Collected data
☆ ☆ ☆ ☆
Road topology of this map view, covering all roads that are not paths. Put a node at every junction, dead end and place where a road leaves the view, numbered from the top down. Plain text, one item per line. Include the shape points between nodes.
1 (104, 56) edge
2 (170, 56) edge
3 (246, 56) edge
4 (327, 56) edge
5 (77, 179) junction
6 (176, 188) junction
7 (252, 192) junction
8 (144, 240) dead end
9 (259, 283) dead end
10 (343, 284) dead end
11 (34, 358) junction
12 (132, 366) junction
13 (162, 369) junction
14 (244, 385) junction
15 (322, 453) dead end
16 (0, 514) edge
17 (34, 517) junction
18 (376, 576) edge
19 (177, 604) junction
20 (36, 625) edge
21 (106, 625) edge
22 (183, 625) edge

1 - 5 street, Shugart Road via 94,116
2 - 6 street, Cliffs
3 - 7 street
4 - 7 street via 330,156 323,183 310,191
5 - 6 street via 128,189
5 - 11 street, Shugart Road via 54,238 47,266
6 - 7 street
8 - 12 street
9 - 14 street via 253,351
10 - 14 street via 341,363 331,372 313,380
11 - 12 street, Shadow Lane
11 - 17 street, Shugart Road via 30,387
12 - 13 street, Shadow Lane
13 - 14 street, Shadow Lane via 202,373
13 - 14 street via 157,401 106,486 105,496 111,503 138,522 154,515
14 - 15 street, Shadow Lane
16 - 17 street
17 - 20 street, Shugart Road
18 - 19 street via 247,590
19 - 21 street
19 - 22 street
☆ ☆ ☆ ☆
=== Exercise requirements ===
Go through the data and copy each line exactly as it reads.

=== Exercise output ===
Road topology of this map view, covering all roads that are not paths. Put a node at every junction, dead end and place where a road leaves the view, numbered from the top down. Plain text, one item per line. Include the shape points between nodes.
1 (104, 56) edge
2 (170, 56) edge
3 (246, 56) edge
4 (327, 56) edge
5 (77, 179) junction
6 (176, 188) junction
7 (252, 192) junction
8 (144, 240) dead end
9 (259, 283) dead end
10 (343, 284) dead end
11 (34, 358) junction
12 (132, 366) junction
13 (162, 369) junction
14 (244, 385) junction
15 (322, 453) dead end
16 (0, 514) edge
17 (34, 517) junction
18 (376, 576) edge
19 (177, 604) junction
20 (36, 625) edge
21 (106, 625) edge
22 (183, 625) edge

1 - 5 street, Shugart Road via 94,116
2 - 6 street, Cliffs
3 - 7 street
4 - 7 street via 330,156 323,183 310,191
5 - 6 street via 128,189
5 - 11 street, Shugart Road via 54,238 47,266
6 - 7 street
8 - 12 street
9 - 14 street via 253,351
10 - 14 street via 341,363 331,372 313,380
11 - 12 street, Shadow Lane
11 - 17 street, Shugart Road via 30,387
12 - 13 street, Shadow Lane
13 - 14 street, Shadow Lane via 202,373
13 - 14 street via 157,401 106,486 105,496 111,503 138,522 154,515
14 - 15 street, Shadow Lane
16 - 17 street
17 - 20 street, Shugart Road
18 - 19 street via 247,590
19 - 21 street
19 - 22 street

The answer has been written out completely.